Saved data entries

- - - - -

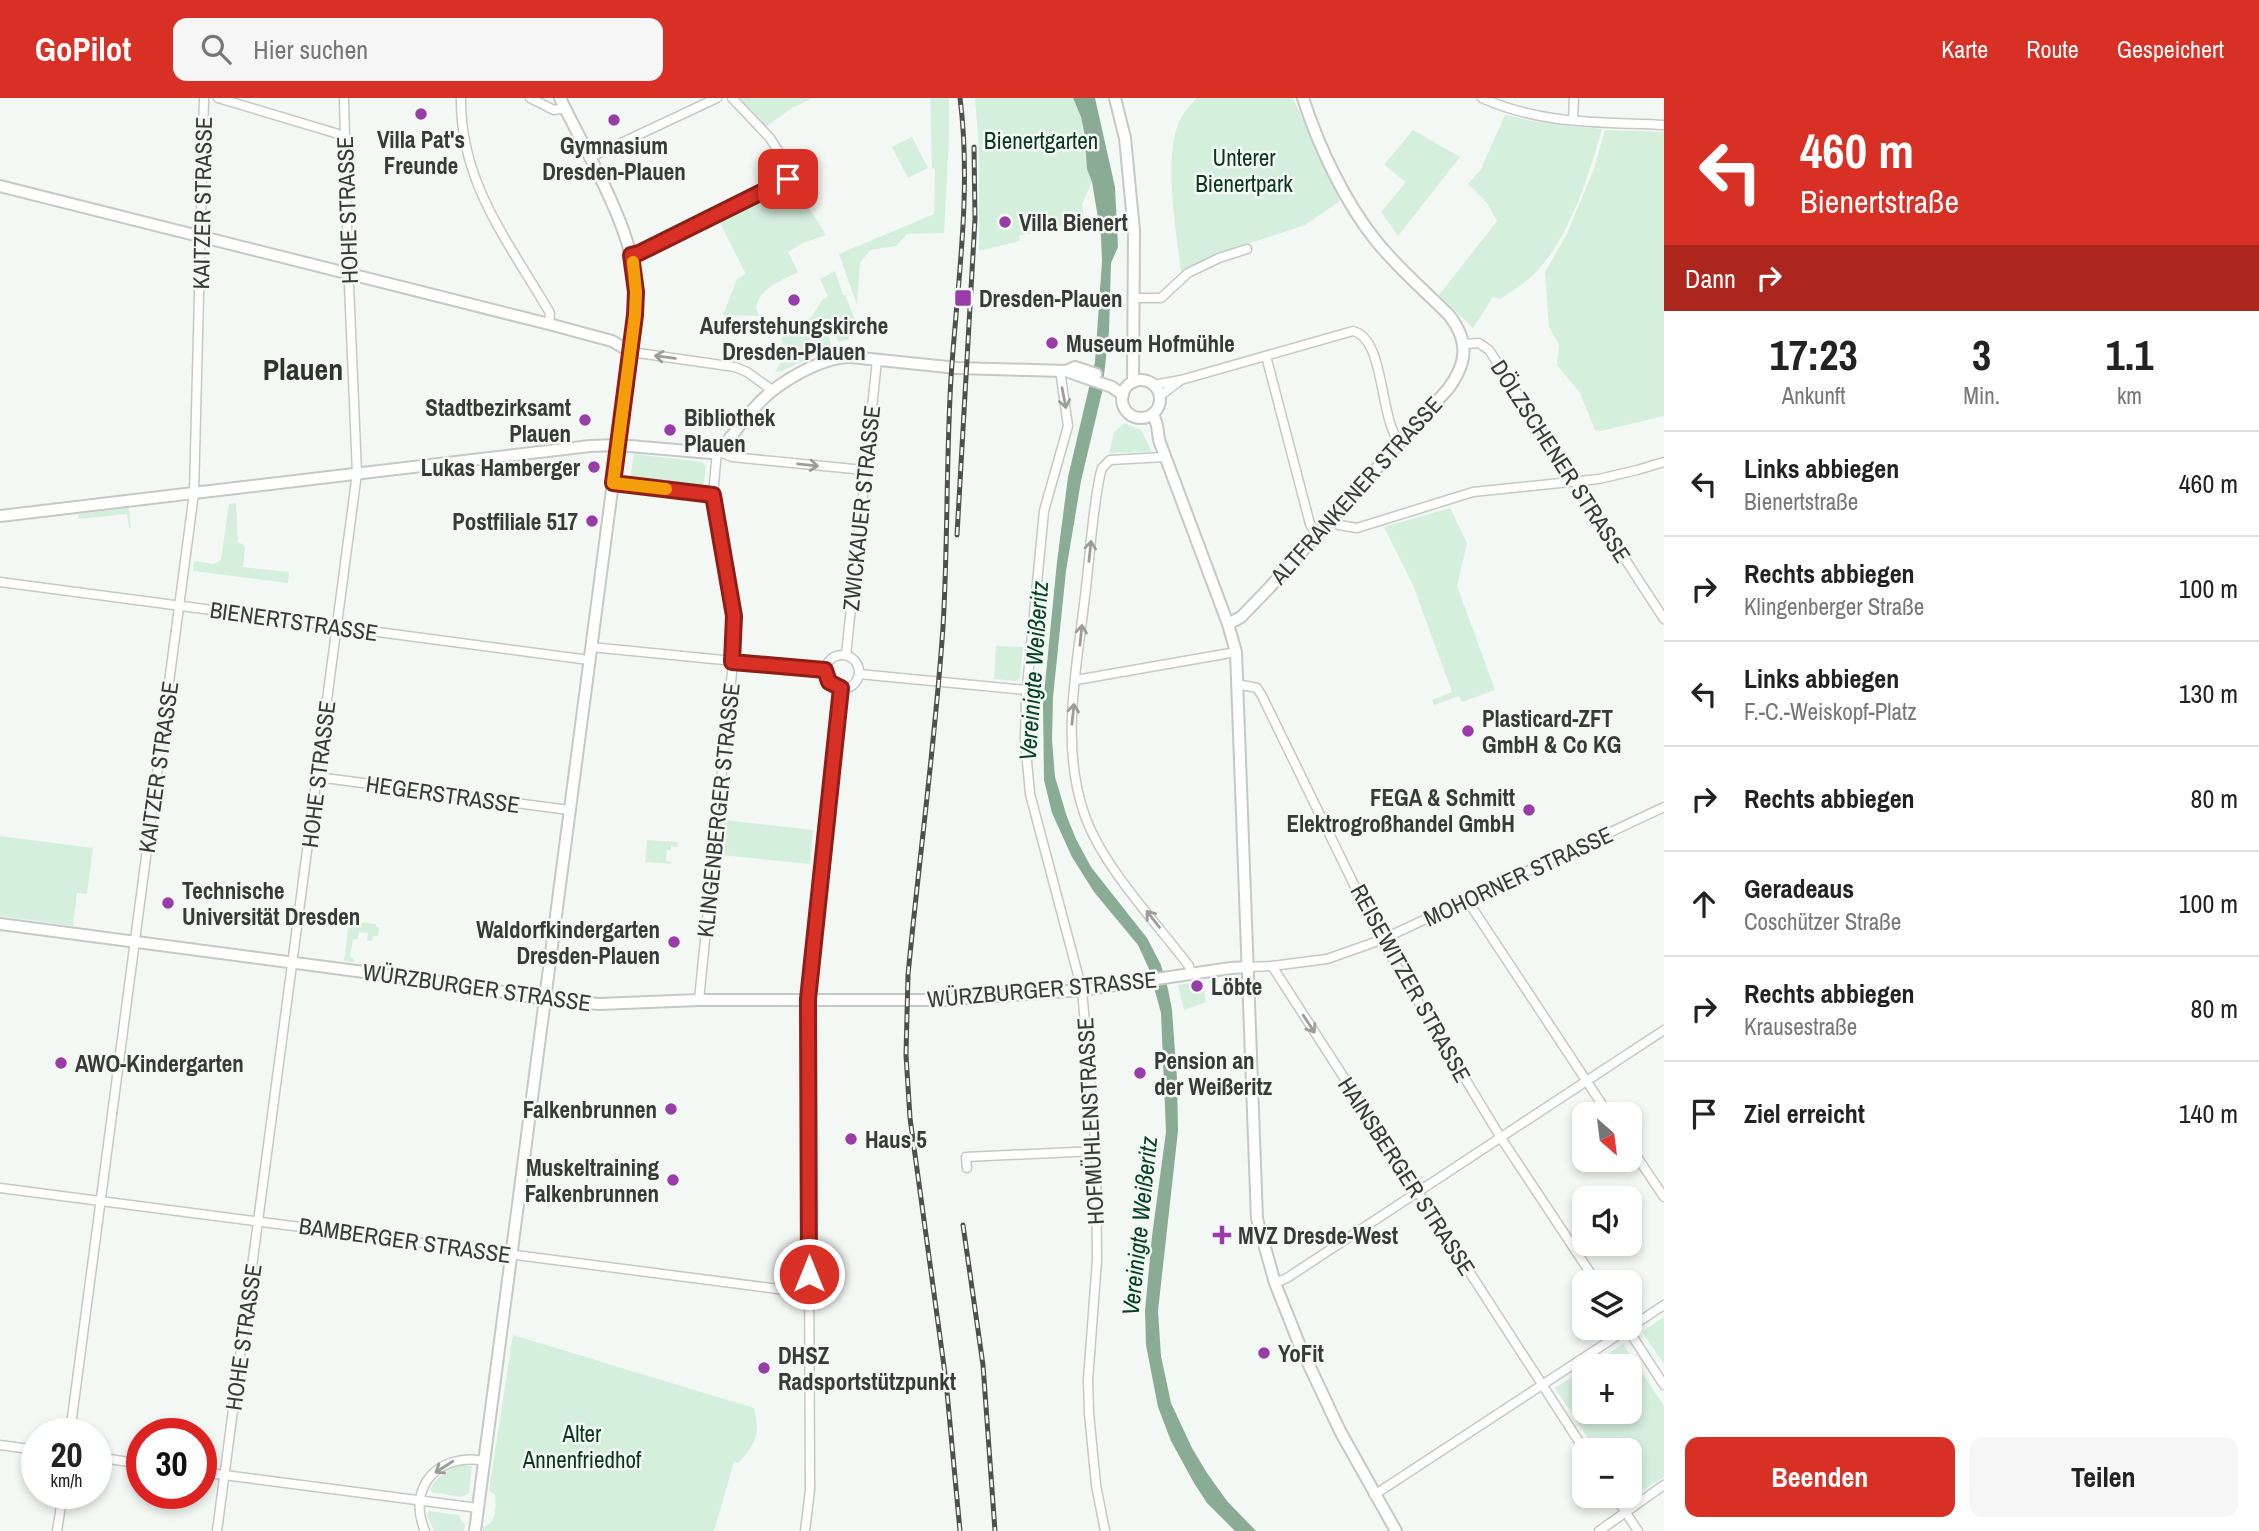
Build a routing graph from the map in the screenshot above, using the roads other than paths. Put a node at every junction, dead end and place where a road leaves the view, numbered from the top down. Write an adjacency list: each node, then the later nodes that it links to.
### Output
1 (204, 98): 18 (street, KAITZER STRASSE)
2 (218, 98): 15 (street)
3 (344, 98): 15 (street, HOHE STRASSE)
4 (461, 98): 23 (street)
5 (530, 98): 12 (street)
6 (717, 98): 16 (street)
7 (732, 98): 20 (street)
8 (1115, 98): 22 (street)
9 (1303, 98): 24 (street, DÖLZSCHENER STRASSE)
10 (1482, 98): 13 (street)
11 (1573, 98): 13 (street)
12 (562, 103): 16 (street)
13 (1573, 120): 14 (street)
14 (1664, 125)
15 (345, 135): 21 (street, HOHE STRASSE)
16 (589, 158): 20 (street)
17 (0, 186): 18 (street)
18 (201, 236): 21 (street); 43 (street, KAITZER STRASSE)
19 (1247, 249): 22 (street)
20 (631, 255): 25 (street)
21 (348, 273): 23 (street); 40 (street, HOHE STRASSE)
22 (1133, 299): 30 (street)
23 (549, 324): 25 (street)
24 (1465, 344): 34 (street, ALTFRANKENER STRASSE); 41 (street, DÖLZSCHENER STRASSE)
25 (631, 352): 31 (street, one-way to 25); 35 (street)
26 (1266, 356): 29 (street); 34 (street); 47 (street)
27 (877, 360): 28 (street); 31 (street); 39 (street, ZWICKAUER STRASSE)
28 (1063, 370): 30 (street); 63 (street, HOFMÜHLENSTRASSE, one-way to 63)
29 (1181, 380): 30 (street); 32 (street)
30 (1131, 386): 32 (street); 33 (street)
31 (772, 390): 36 (street)
32 (1160, 396): 33 (street)
33 (1148, 416): 37 (street)
34 (1400, 442): 46 (street, ALTFRANKENER STRASSE)
35 (618, 444): 36 (street); 40 (street); 42 (street)
36 (717, 451): 39 (street, one-way to 39); 44 (street, KLINGENBERGER STRASSE)
37 (1161, 458): 51 (street); 60 (street, one-way to 37)
38 (1664, 461): 41 (street)
39 (864, 470): 55 (street, ZWICKAUER STRASSE)
40 (357, 473): 43 (street); 52 (street, HOHE STRASSE)
41 (1573, 481): 46 (street); 50 (street, DÖLZSCHENER STRASSE)
42 (613, 483): 44 (street); 53 (street)
43 (194, 493): 45 (street); 49 (street, KAITZER STRASSE)
44 (713, 495): 57 (street, KLINGENBERGER STRASSE)
45 (0, 516)
46 (1331, 520): 47 (street, ALTFRANKENER STRASSE)
47 (1317, 534): 51 (street, ALTFRANKENER STRASSE)
48 (0, 582): 49 (street, BIENERTSTRASSE)
49 (179, 606): 52 (street, BIENERTSTRASSE); 70 (street, KAITZER STRASSE)
50 (1664, 619)
51 (1228, 624): 54 (street)
52 (337, 626): 56 (street, BIENERTSTRASSE); 64 (street, HOHE STRASSE)
53 (591, 647): 56 (street); 57 (street)
54 (1236, 652): 60 (street); 61 (street)
55 (846, 655): 58 (street); 59 (street)
56 (589, 660): 66 (street)
57 (732, 662): 58 (street); 78 (street, KLINGENBERGER STRASSE)
58 (825, 670): 62 (street)
59 (859, 674): 62 (street); 63 (street)
60 (1076, 680): 74 (street, one-way to 60)
61 (1237, 684): 69 (street, REISEWITZER STRASSE); 72 (street)
62 (841, 688): 77 (street)
63 (1027, 690): 75 (street, HOFMÜHLENSTRASSE)
64 (317, 777): 66 (street, HEGERSTRASSE); 71 (street, HOHE STRASSE)
65 (1664, 808): 67 (street, MOHORNER STRASSE)
66 (569, 810): 76 (street)
67 (1467, 900): 69 (street, MOHORNER STRASSE); 80 (street)
68 (0, 924): 70 (street, WÜRZBURGER STRASSE)
69 (1381, 940): 73 (street, MOHORNER STRASSE); 82 (street, REISEWITZER STRASSE)
70 (135, 942): 71 (street, WÜRZBURGER STRASSE); 89 (street, KAITZER STRASSE)
71 (293, 962): 76 (street, WÜRZBURGER STRASSE); 90 (street, HOHE STRASSE)
72 (1249, 967): 73 (street, MOHORNER STRASSE); 74 (street, WÜRZBURGER STRASSE); 93 (street)
73 (1272, 967): 87 (street, HAINSBERGER STRASSE, one-way to 87)
74 (1191, 974): 75 (street, WÜRZBURGER STRASSE)
75 (1082, 990): 77 (street, WÜRZBURGER STRASSE); 83 (street, HOFMÜHLENSTRASSE)
76 (545, 999): 78 (street, WÜRZBURGER STRASSE); 91 (street)
77 (808, 999): 78 (street, WÜRZBURGER STRASSE); 94 (street)
78 (699, 1000)
79 (1664, 1030): 80 (street)
80 (1587, 1081): 81 (street); 82 (street)
81 (1601, 1102)
82 (1501, 1138): 87 (street); 92 (street, REISEWITZER STRASSE)
83 (1096, 1151): 85 (street); 120 (street, HOFMÜHLENSTRASSE)
84 (1642, 1164): 88 (street)
85 (967, 1168)
86 (0, 1188): 89 (street, BAMBERGER STRASSE)
87 (1418, 1192): 93 (street); 99 (street, HAINSBERGER STRASSE)
88 (1664, 1197)
89 (100, 1200): 90 (street, BAMBERGER STRASSE); 101 (street, KAITZER STRASSE)
90 (259, 1221): 91 (street, BAMBERGER STRASSE); 107 (street, HOHE STRASSE)
91 (511, 1254): 94 (street, BAMBERGER STRASSE); 105 (street)
92 (1588, 1270)
93 (1275, 1283): 109 (street)
94 (809, 1293): 119 (street)
95 (1664, 1305): 96 (street)
96 (1642, 1319)
97 (1610, 1340): 99 (street)
98 (1636, 1340): 100 (street)
99 (1542, 1385): 102 (street, HAINSBERGER STRASSE); 109 (street)
100 (1664, 1385)
101 (72, 1418)
102 (1577, 1438)
103 (0, 1445): 104 (street)
104 (21, 1448)
105 (484, 1461): 110 (street, one-way to 110); 111 (street)
106 (217, 1474): 107 (street)
107 (225, 1475): 110 (street); 116 (street, HOHE STRASSE)
108 (1664, 1485): 114 (street)
109 (1374, 1495): 121 (street)
110 (421, 1501): 111 (street); 117 (street)
111 (478, 1508): 118 (street)
112 (1623, 1508): 114 (street)
113 (60, 1509): 115 (street)
114 (1625, 1511): 122 (street); 123 (street)
115 (57, 1531)
116 (217, 1531)
117 (425, 1531)
118 (475, 1531)
119 (805, 1531)
120 (1105, 1531)
121 (1396, 1531)
122 (1599, 1531)
123 (1638, 1531)

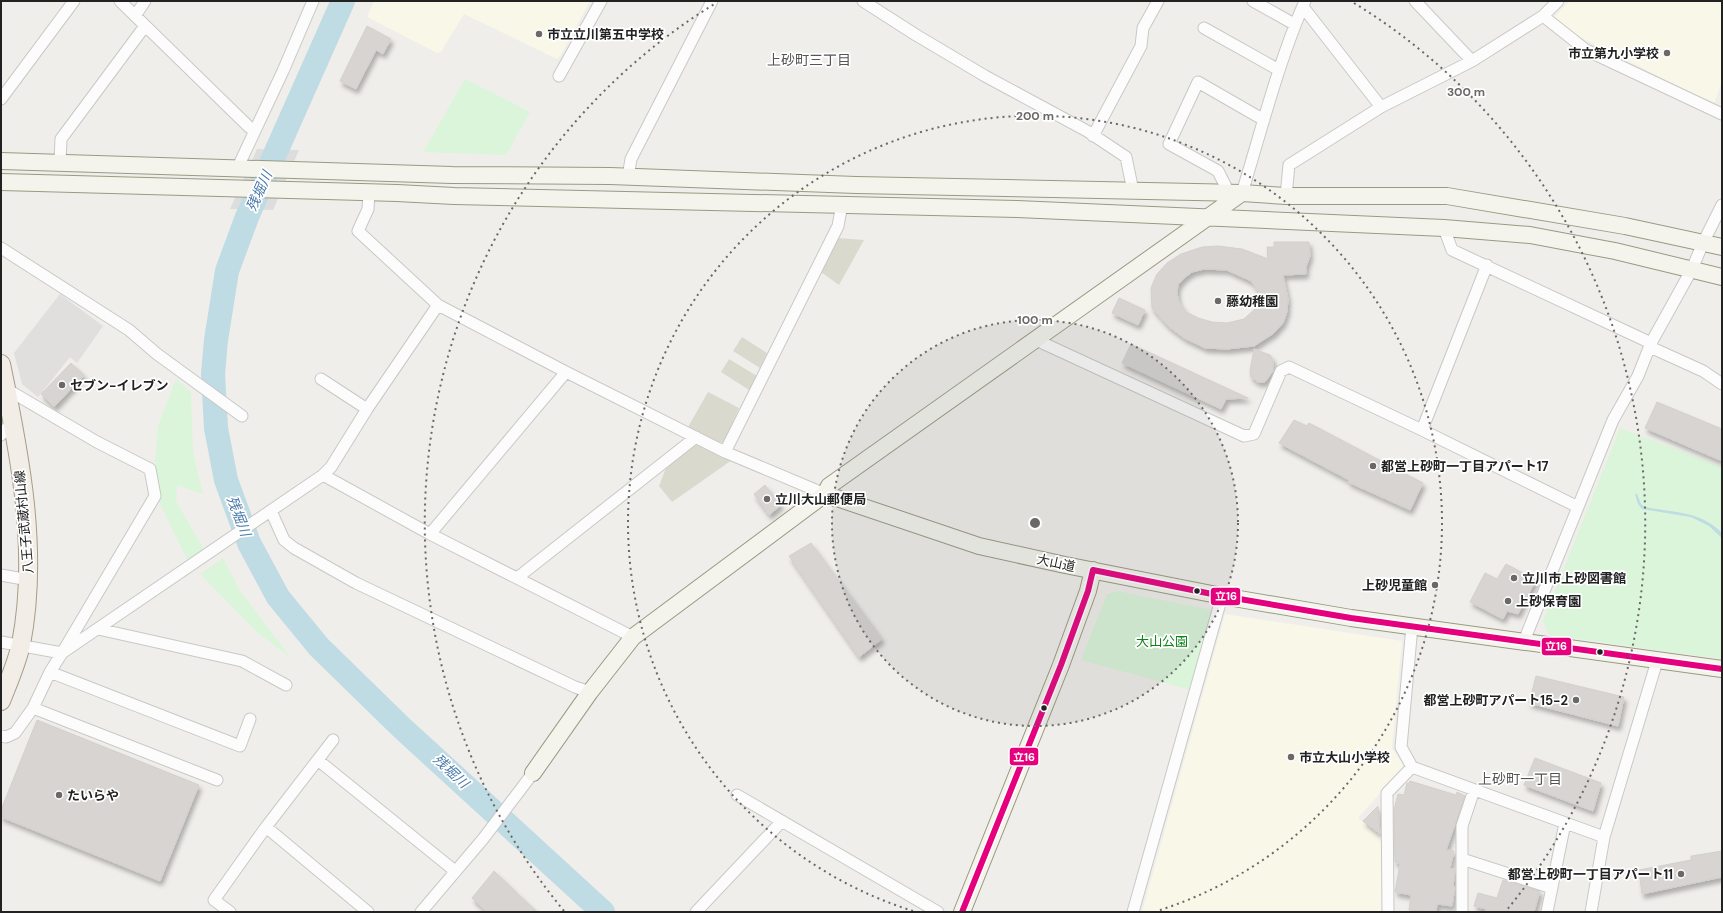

- - - - -

[To do]
Each of the entries above must be output exactly, with none of the pictures.

[Expected answer]
Build a routing graph from the map in the screenshot above, using the roads other than paths. Put a node at every junction, dead end and place where a road leaves the view, numbered from the top down. Write an adjacency list: each node, then the later nodes that it links to.
### Output
1 (204, 98): 18 (street, KAITZER STRASSE)
2 (218, 98): 15 (street)
3 (344, 98): 15 (street, HOHE STRASSE)
4 (461, 98): 23 (street)
5 (530, 98): 12 (street)
6 (717, 98): 16 (street)
7 (732, 98): 20 (street)
8 (1115, 98): 22 (street)
9 (1303, 98): 24 (street, DÖLZSCHENER STRASSE)
10 (1482, 98): 13 (street)
11 (1573, 98): 13 (street)
12 (562, 103): 16 (street)
13 (1573, 120): 14 (street)
14 (1664, 125)
15 (345, 135): 21 (street, HOHE STRASSE)
16 (589, 158): 20 (street)
17 (0, 186): 18 (street)
18 (201, 236): 21 (street); 43 (street, KAITZER STRASSE)
19 (1247, 249): 22 (street)
20 (631, 255): 25 (street)
21 (348, 273): 23 (street); 40 (street, HOHE STRASSE)
22 (1133, 299): 30 (street)
23 (549, 324): 25 (street)
24 (1465, 344): 34 (street, ALTFRANKENER STRASSE); 41 (street, DÖLZSCHENER STRASSE)
25 (631, 352): 31 (street, one-way to 25); 35 (street)
26 (1266, 356): 29 (street); 34 (street); 47 (street)
27 (877, 360): 28 (street); 31 (street); 39 (street, ZWICKAUER STRASSE)
28 (1063, 370): 30 (street); 63 (street, HOFMÜHLENSTRASSE, one-way to 63)
29 (1181, 380): 30 (street); 32 (street)
30 (1131, 386): 32 (street); 33 (street)
31 (772, 390): 36 (street)
32 (1160, 396): 33 (street)
33 (1148, 416): 37 (street)
34 (1400, 442): 46 (street, ALTFRANKENER STRASSE)
35 (618, 444): 36 (street); 40 (street); 42 (street)
36 (717, 451): 39 (street, one-way to 39); 44 (street, KLINGENBERGER STRASSE)
37 (1161, 458): 51 (street); 60 (street, one-way to 37)
38 (1664, 461): 41 (street)
39 (864, 470): 55 (street, ZWICKAUER STRASSE)
40 (357, 473): 43 (street); 52 (street, HOHE STRASSE)
41 (1573, 481): 46 (street); 50 (street, DÖLZSCHENER STRASSE)
42 (613, 483): 44 (street); 53 (street)
43 (194, 493): 45 (street); 49 (street, KAITZER STRASSE)
44 (713, 495): 57 (street, KLINGENBERGER STRASSE)
45 (0, 516)
46 (1331, 520): 47 (street, ALTFRANKENER STRASSE)
47 (1317, 534): 51 (street, ALTFRANKENER STRASSE)
48 (0, 582): 49 (street, BIENERTSTRASSE)
49 (179, 606): 52 (street, BIENERTSTRASSE); 70 (street, KAITZER STRASSE)
50 (1664, 619)
51 (1228, 624): 54 (street)
52 (337, 626): 56 (street, BIENERTSTRASSE); 64 (street, HOHE STRASSE)
53 (591, 647): 56 (street); 57 (street)
54 (1236, 652): 60 (street); 61 (street)
55 (846, 655): 58 (street); 59 (street)
56 (589, 660): 66 (street)
57 (732, 662): 58 (street); 78 (street, KLINGENBERGER STRASSE)
58 (825, 670): 62 (street)
59 (859, 674): 62 (street); 63 (street)
60 (1076, 680): 74 (street, one-way to 60)
61 (1237, 684): 69 (street, REISEWITZER STRASSE); 72 (street)
62 (841, 688): 77 (street)
63 (1027, 690): 75 (street, HOFMÜHLENSTRASSE)
64 (317, 777): 66 (street, HEGERSTRASSE); 71 (street, HOHE STRASSE)
65 (1664, 808): 67 (street, MOHORNER STRASSE)
66 (569, 810): 76 (street)
67 (1467, 900): 69 (street, MOHORNER STRASSE); 80 (street)
68 (0, 924): 70 (street, WÜRZBURGER STRASSE)
69 (1381, 940): 73 (street, MOHORNER STRASSE); 82 (street, REISEWITZER STRASSE)
70 (135, 942): 71 (street, WÜRZBURGER STRASSE); 89 (street, KAITZER STRASSE)
71 (293, 962): 76 (street, WÜRZBURGER STRASSE); 90 (street, HOHE STRASSE)
72 (1249, 967): 73 (street, MOHORNER STRASSE); 74 (street, WÜRZBURGER STRASSE); 93 (street)
73 (1272, 967): 87 (street, HAINSBERGER STRASSE, one-way to 87)
74 (1191, 974): 75 (street, WÜRZBURGER STRASSE)
75 (1082, 990): 77 (street, WÜRZBURGER STRASSE); 83 (street, HOFMÜHLENSTRASSE)
76 (545, 999): 78 (street, WÜRZBURGER STRASSE); 91 (street)
77 (808, 999): 78 (street, WÜRZBURGER STRASSE); 94 (street)
78 (699, 1000)
79 (1664, 1030): 80 (street)
80 (1587, 1081): 81 (street); 82 (street)
81 (1601, 1102)
82 (1501, 1138): 87 (street); 92 (street, REISEWITZER STRASSE)
83 (1096, 1151): 85 (street); 120 (street, HOFMÜHLENSTRASSE)
84 (1642, 1164): 88 (street)
85 (967, 1168)
86 (0, 1188): 89 (street, BAMBERGER STRASSE)
87 (1418, 1192): 93 (street); 99 (street, HAINSBERGER STRASSE)
88 (1664, 1197)
89 (100, 1200): 90 (street, BAMBERGER STRASSE); 101 (street, KAITZER STRASSE)
90 (259, 1221): 91 (street, BAMBERGER STRASSE); 107 (street, HOHE STRASSE)
91 (511, 1254): 94 (street, BAMBERGER STRASSE); 105 (street)
92 (1588, 1270)
93 (1275, 1283): 109 (street)
94 (809, 1293): 119 (street)
95 (1664, 1305): 96 (street)
96 (1642, 1319)
97 (1610, 1340): 99 (street)
98 (1636, 1340): 100 (street)
99 (1542, 1385): 102 (street, HAINSBERGER STRASSE); 109 (street)
100 (1664, 1385)
101 (72, 1418)
102 (1577, 1438)
103 (0, 1445): 104 (street)
104 (21, 1448)
105 (484, 1461): 110 (street, one-way to 110); 111 (street)
106 (217, 1474): 107 (street)
107 (225, 1475): 110 (street); 116 (street, HOHE STRASSE)
108 (1664, 1485): 114 (street)
109 (1374, 1495): 121 (street)
110 (421, 1501): 111 (street); 117 (street)
111 (478, 1508): 118 (street)
112 (1623, 1508): 114 (street)
113 (60, 1509): 115 (street)
114 (1625, 1511): 122 (street); 123 (street)
115 (57, 1531)
116 (217, 1531)
117 (425, 1531)
118 (475, 1531)
119 (805, 1531)
120 (1105, 1531)
121 (1396, 1531)
122 (1599, 1531)
123 (1638, 1531)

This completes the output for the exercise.